The Bulls are a true house of cards with each victory adding hearts, aces, spades and diamonds to an abode built on the flimsiest of foundations. It’s true, Jimmy Butler has defied all odds to become a likely perennial All-NBA’er and D-Wade has played the second star role better than we could have expected. The rest of the roster is filled with mediocre, underachieving veterans and not-ready-for-primetime youngsters. The cast of characters Bulls’ brass chose to surround Butler and Wade don’t fit the mold of a win-now foundation. No third option, no bench mob, no chance.

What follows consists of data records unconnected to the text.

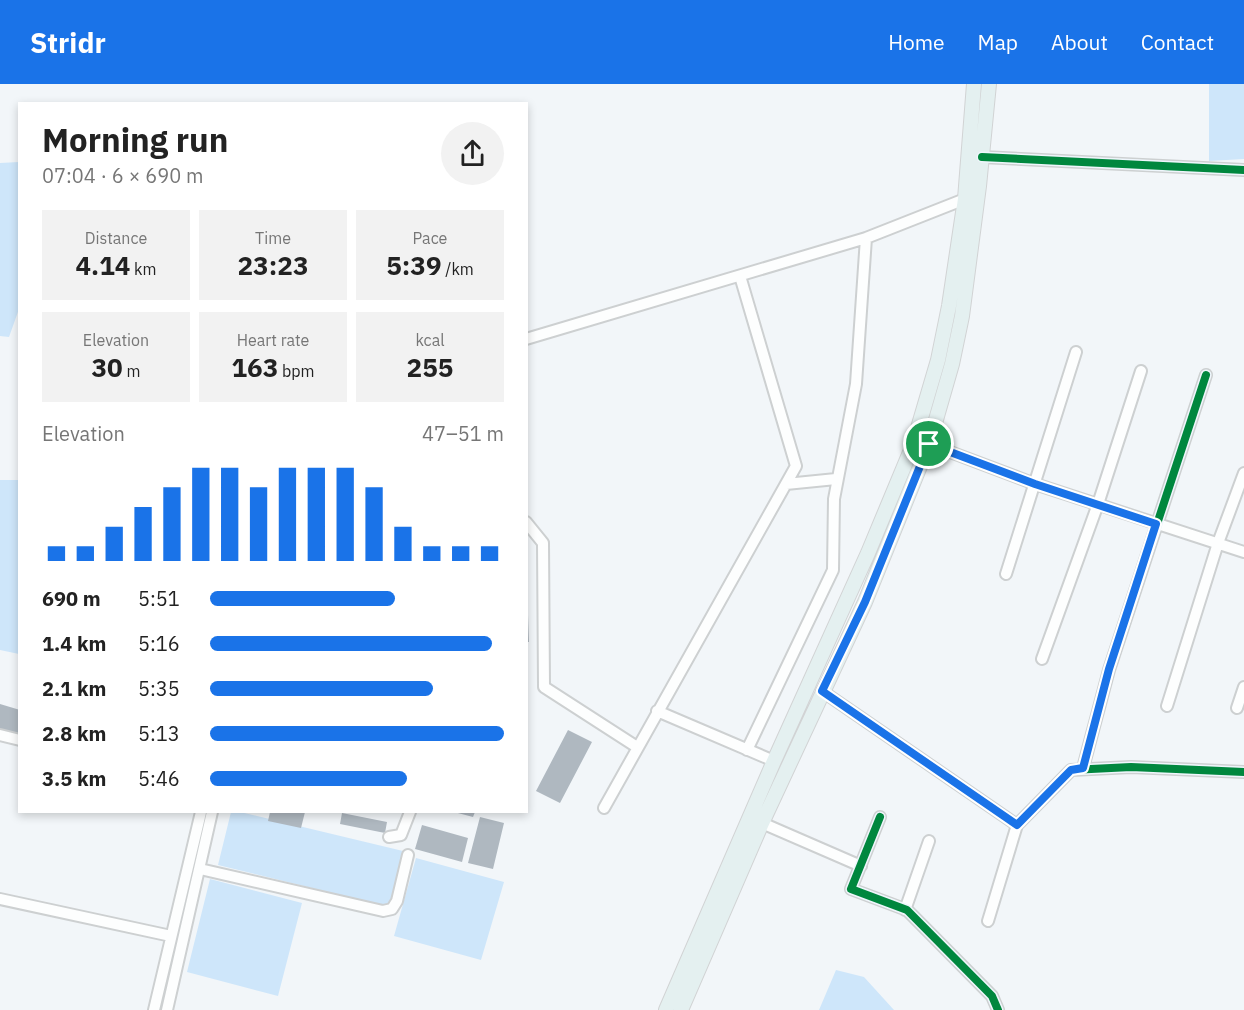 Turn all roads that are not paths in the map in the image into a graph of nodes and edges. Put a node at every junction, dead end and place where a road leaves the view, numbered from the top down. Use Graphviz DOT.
graph roads {
  1 [pos="974,84"];
  2 [pos="989,84"];
  3 [pos="982,157"];
  4 [pos="1244,170"];
  5 [pos="965,199"];
  6 [pos="866,238"];
  7 [pos="740,276"];
  8 [pos="528,338"];
  9 [pos="1076,351"];
  10 [pos="1141,370"];
  11 [pos="1206,375"];
  12 [pos="929,444"];
  13 [pos="1244,473"];
  14 [pos="836,479"];
  15 [pos="786,484"];
  16 [pos="1035,484"];
  17 [pos="1098,504"];
  18 [pos="528,524"];
  19 [pos="1156,524"];
  20 [pos="1218,543"];
  21 [pos="1244,552"];
  22 [pos="1006,574"];
  23 [pos="1042,659"];
  24 [pos="1244,687"];
  25 [pos="822,691"];
  26 [pos="1167,706"];
  27 [pos="1237,708"];
  28 [pos="657,711"];
  29 [pos="0,735"];
  30 [pos="18,740"];
  31 [pos="637,747"];
  32 [pos="747,750"];
  33 [pos="774,761"];
  34 [pos="1083,768"];
  35 [pos="1244,772"];
  36 [pos="604,808"];
  37 [pos="201,813"];
  38 [pos="212,813"];
  39 [pos="410,813"];
  40 [pos="880,817"];
  41 [pos="762,823"];
  42 [pos="1017,825"];
  43 [pos="389,837"];
  44 [pos="928,841"];
  45 [pos="408,855"];
  46 [pos="861,866"];
  47 [pos="200,869"];
  48 [pos="0,899"];
  49 [pos="905,910"];
  50 [pos="988,921"];
  51 [pos="171,936"];
  52 [pos="154,1010"];
  53 [pos="167,1010"];
  54 [pos="666,1010"];
  55 [pos="681,1010"];
  56 [pos="998,1010"];
  1 -- 5 [label="main road"];
  2 -- 3 [label="main road"];
  3 -- 4 [label="street"];
  3 -- 12 [label="main road"];
  5 -- 6 [label="street"];
  5 -- 33 [label="main road"];
  6 -- 7 [label="street"];
  6 -- 14 [label="street"];
  7 -- 8 [label="street"];
  7 -- 15 [label="street"];
  9 -- 16 [label="street"];
  10 -- 17 [label="street"];
  11 -- 19 [label="street"];
  12 -- 16 [label="street"];
  12 -- 25 [label="main road"];
  13 -- 20 [label="street"];
  14 -- 15 [label="street"];
  14 -- 32 [label="street"];
  15 -- 28 [label="street"];
  16 -- 17 [label="street"];
  16 -- 22 [label="street"];
  17 -- 19 [label="street"];
  17 -- 23 [label="street"];
  18 -- 31 [label="street"];
  19 -- 20 [label="street"];
  19 -- 34 [label="street"];
  20 -- 21 [label="street"];
  20 -- 26 [label="street"];
  24 -- 27 [label="street"];
  25 -- 41 [label="main road"];
  25 -- 42 [label="street"];
  28 -- 31 [label="street"];
  28 -- 32 [label="street"];
  29 -- 30 [label="street"];
  31 -- 36 [label="street"];
  32 -- 33 [label="street"];
  33 -- 54 [label="main road"];
  34 -- 35 [label="street"];
  34 -- 42 [label="street"];
  37 -- 51 [label="street"];
  38 -- 47 [label="street"];
  39 -- 43 [label="street"];
  40 -- 46 [label="street"];
  41 -- 46 [label="street"];
  41 -- 55 [label="main road"];
  42 -- 50 [label="street"];
  44 -- 49 [label="street"];
  45 -- 47 [label="street"];
  46 -- 49 [label="street"];
  47 -- 53 [label="street"];
  48 -- 51 [label="street"];
  49 -- 56 [label="street"];
  51 -- 52 [label="street"];
} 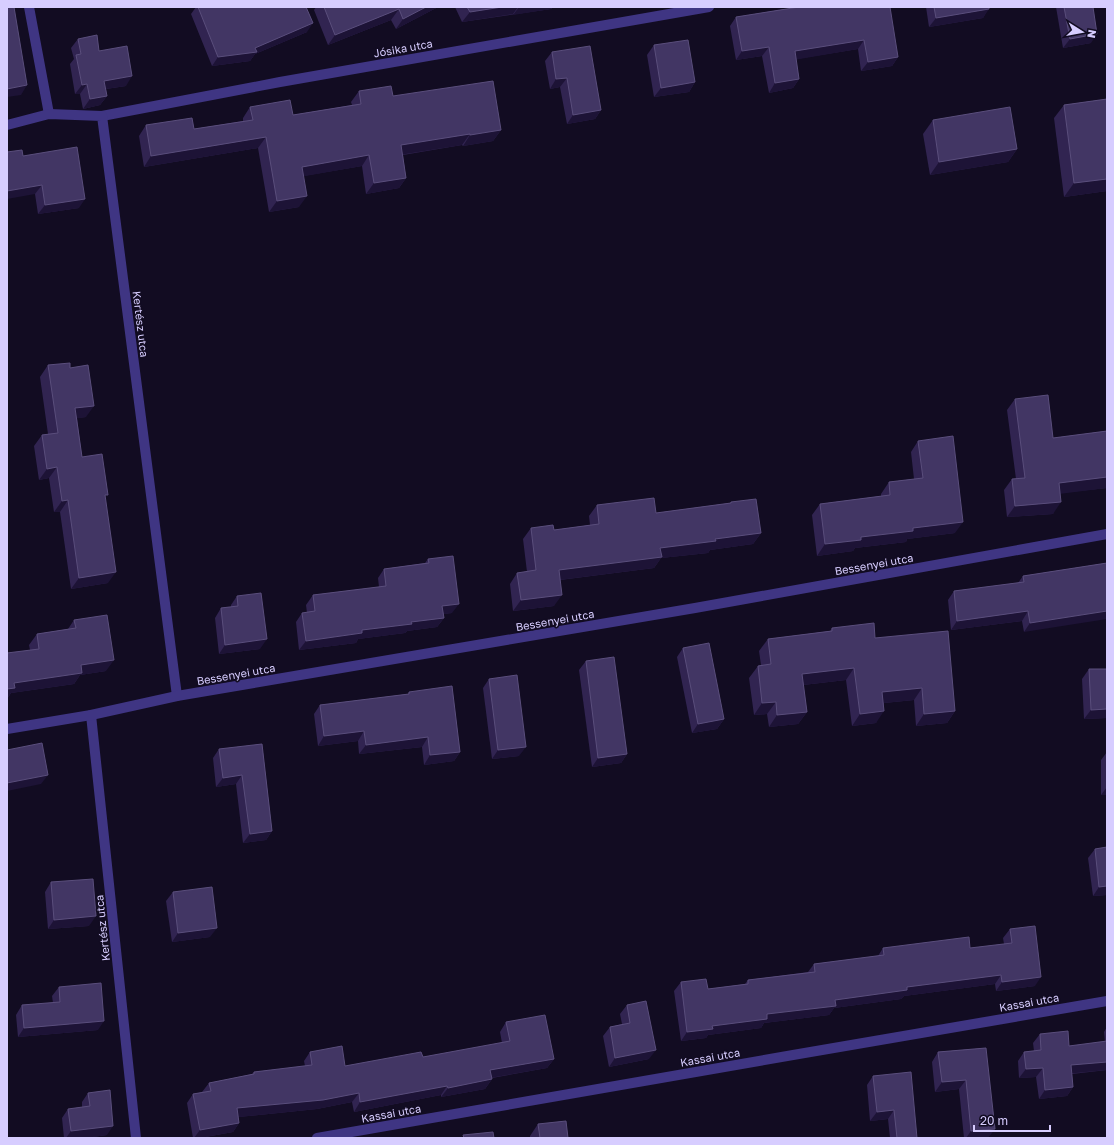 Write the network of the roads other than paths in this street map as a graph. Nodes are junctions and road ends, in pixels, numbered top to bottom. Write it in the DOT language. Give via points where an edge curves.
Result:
graph roads {
  1 [pos="29,7"];
  2 [pos="709,7"];
  3 [pos="49,114"];
  4 [pos="102,116"];
  5 [pos="7,125"];
  6 [pos="1107,534"];
  7 [pos="177,696"];
  8 [pos="92,715"];
  9 [pos="7,729"];
  10 [pos="1107,1001"];
  11 [pos="136,1138"];
  12 [pos="317,1138"];
  1 -- 3 [label="street"];
  2 -- 4 [label="street, Jósika utca" via="288,80"];
  3 -- 4 [label="street"];
  3 -- 5 [label="street"];
  4 -- 7 [label="street, Kertész utca"];
  6 -- 7 [label="street, Bessenyei utca" via="695,608"];
  7 -- 8 [label="street, Bessenyei utca"];
  8 -- 9 [label="street, Bessenyei utca"];
  8 -- 11 [label="street, Kertész utca"];
  10 -- 12 [label="street, Kassai utca"];
} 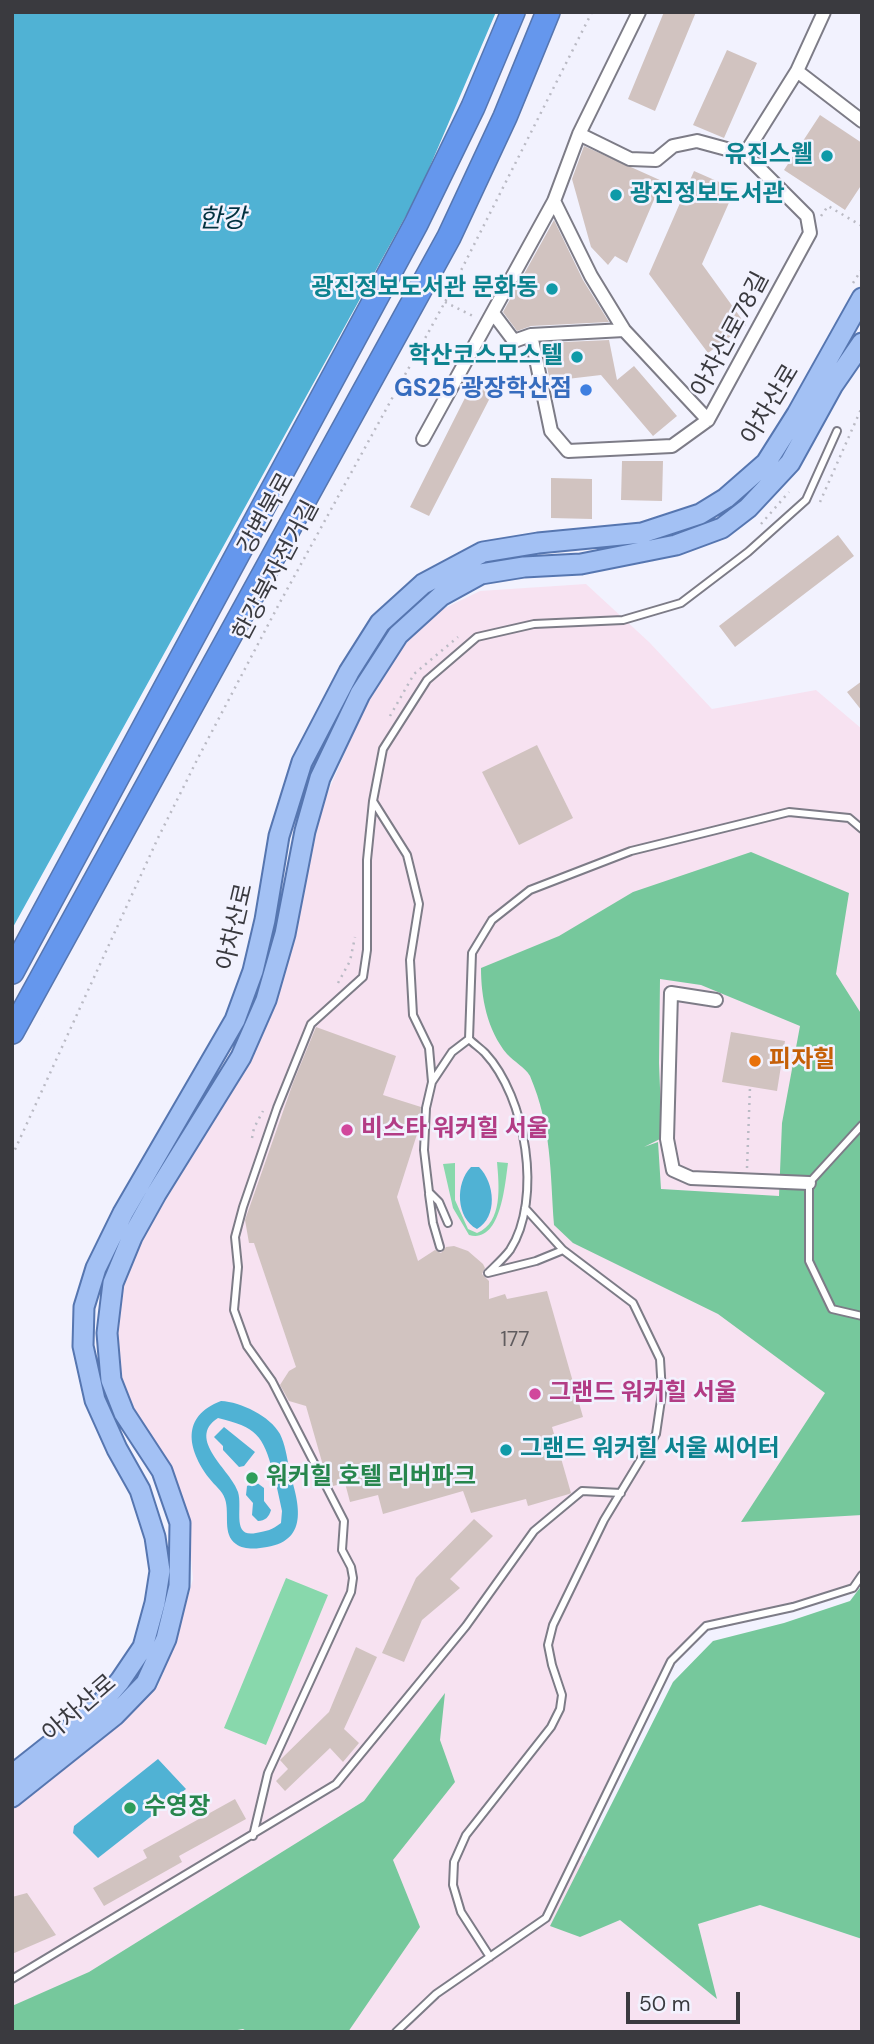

When your third highest scorer is Taj Gibson your roster is no damn good. Gibson has spent the better part of seven NBA seasons trying unsuccessfully to establish himself as a starting caliber power forward. While Taj remains an all-around excellent reserve he is, by no means, a starting front court player on a winning team. And then there’s Rajon Rondo, the former Celtic-Maverick-King point guard just looking for a fresh start. Ahem, excuse me… another fresh start. His latest turn of the page, a two-year $27M deal, has brought with it a career low field goal percentage along with lower-than-expected assist and point totals. Rondo was meant to be the third member of the new Bulls’ stud troika. He has instead become the third wheel of a two-man show. The talents of sharp shooters Nikola Mirotic–once compared to the likes of Toni Kukoc and Dirk Nowitzki3–and Doug McDermott have failed to blossom under Fred Hoiberg’s shooter friendly offense. The list of disappointing performers goes on and on; Bobby Portis and Jerian Grant are sophomore slumping, Robin Lopez is the average center we expected him to be while Michael Carter-Williams can’t find his way onto the court. This Bulls’ roster is flawed in ways that won’t overcome injuries and inconsistencies while its lack of depth demands major minutes from the talented few. That kind of mix doesn’t… mix.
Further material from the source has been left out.